(Stored data)
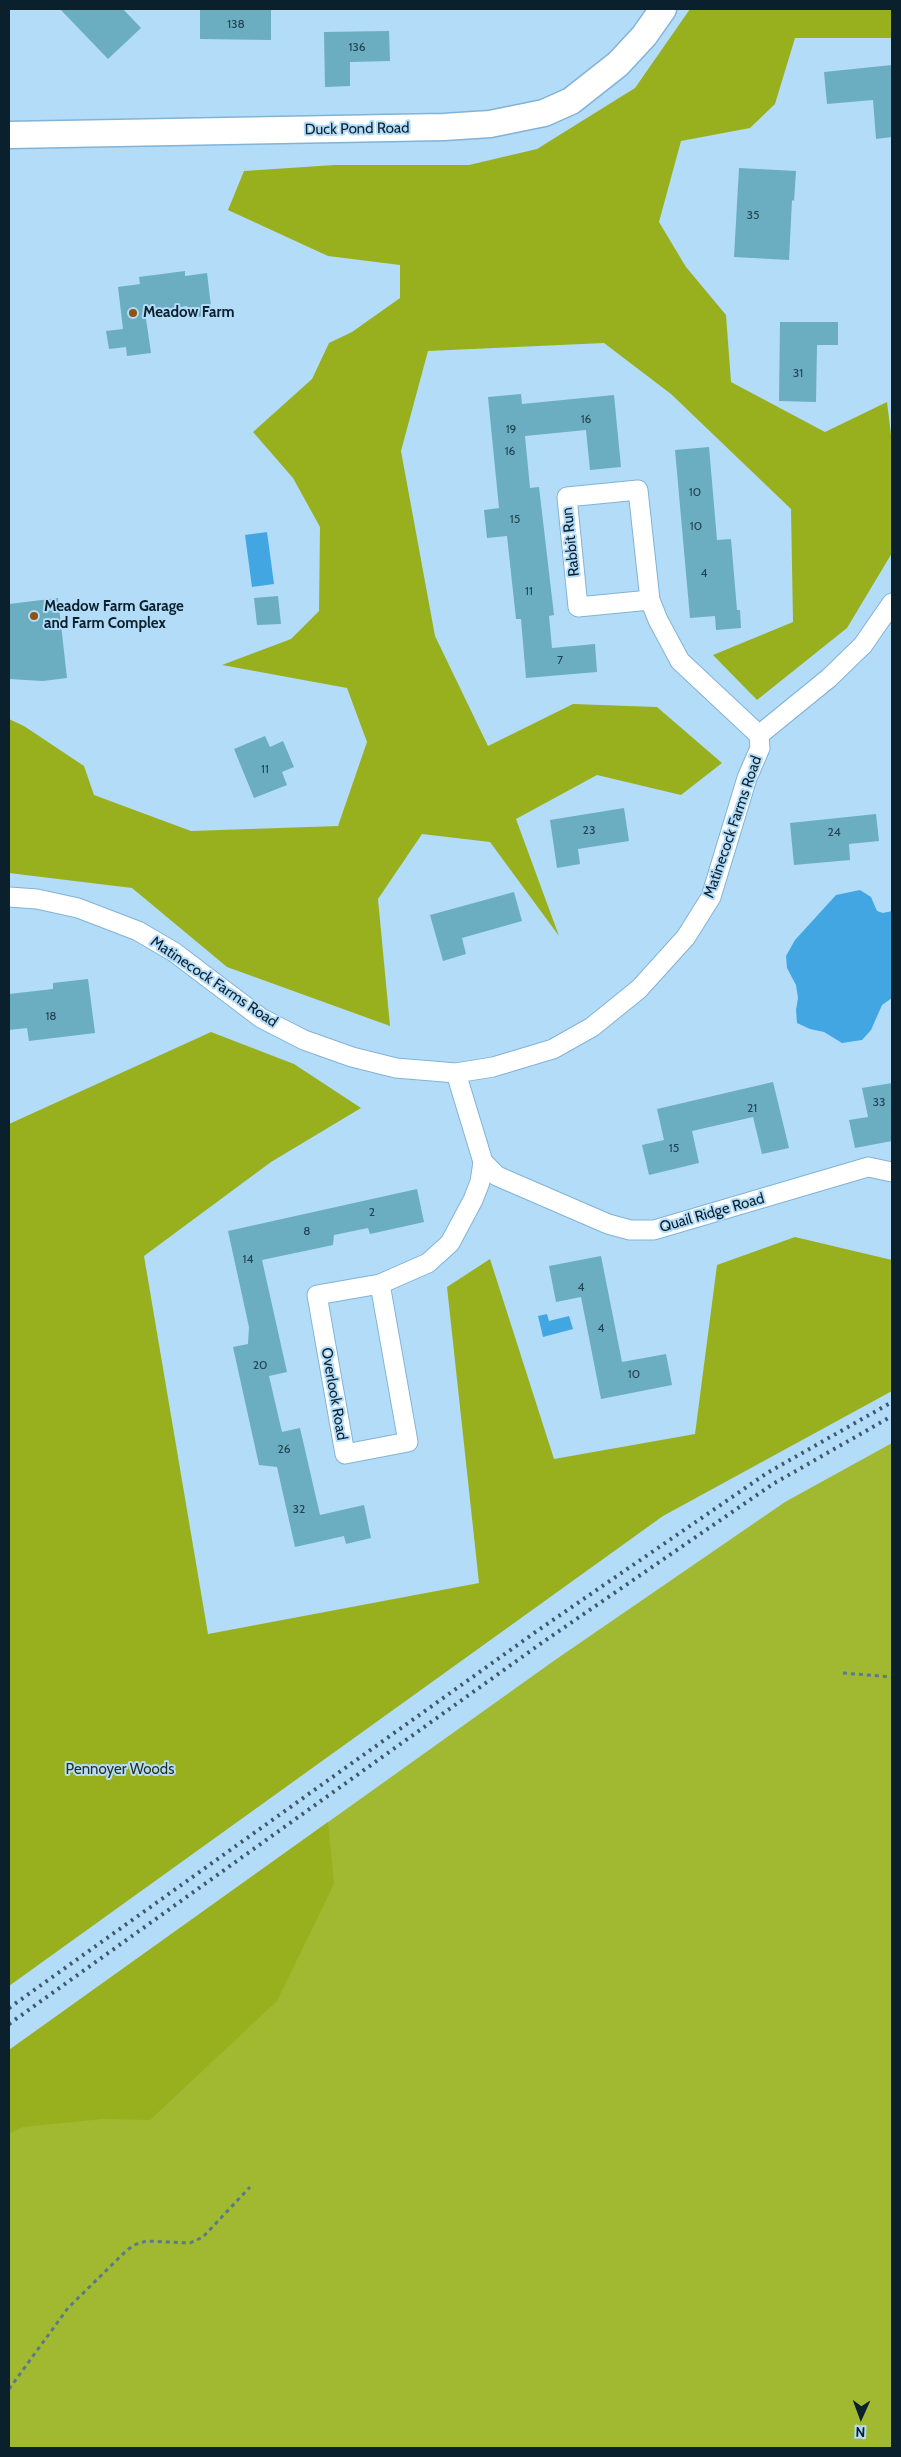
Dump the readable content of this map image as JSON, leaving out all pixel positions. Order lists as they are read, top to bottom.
{
  "streets": {
    "street": [
      "Duck Pond Road",
      "Rabbit Run",
      "Matinecock Farms Road",
      "Quail Ridge Road",
      "Overlook Road"
    ]
  },
  "crossings": [
    ["Rabbit Run", "Matinecock Farms Road"],
    ["Matinecock Farms Road", "Overlook Road"],
    ["Quail Ridge Road", "Overlook Road"]
  ],
  "parks": ["Pennoyer Woods"],
  "places": ["Meadow Farm", "Meadow Farm Garage and Farm Complex"],
  "house_numbers": [
    "138",
    "136",
    "35",
    "31",
    "16",
    "19",
    "16",
    "10",
    "15",
    "10",
    "4",
    "11",
    "7",
    "11",
    "23",
    "24",
    "18",
    "33",
    "21",
    "15",
    "2",
    "8",
    "14",
    "4",
    "4",
    "20",
    "10",
    "26",
    "32"
  ],
  "north": "bottom"
}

### Problem requirements
Print the records above verbatim, pictures excluded.

### Reply
Dump the readable content of this map image as JSON, leaving out all pixel positions. Order lists as they are read, top to bottom.
{
  "streets": {
    "street": [
      "Duck Pond Road",
      "Rabbit Run",
      "Matinecock Farms Road",
      "Quail Ridge Road",
      "Overlook Road"
    ]
  },
  "crossings": [
    ["Rabbit Run", "Matinecock Farms Road"],
    ["Matinecock Farms Road", "Overlook Road"],
    ["Quail Ridge Road", "Overlook Road"]
  ],
  "parks": ["Pennoyer Woods"],
  "places": ["Meadow Farm", "Meadow Farm Garage and Farm Complex"],
  "house_numbers": [
    "138",
    "136",
    "35",
    "31",
    "16",
    "19",
    "16",
    "10",
    "15",
    "10",
    "4",
    "11",
    "7",
    "11",
    "23",
    "24",
    "18",
    "33",
    "21",
    "15",
    "2",
    "8",
    "14",
    "4",
    "4",
    "20",
    "10",
    "26",
    "32"
  ],
  "north": "bottom"
}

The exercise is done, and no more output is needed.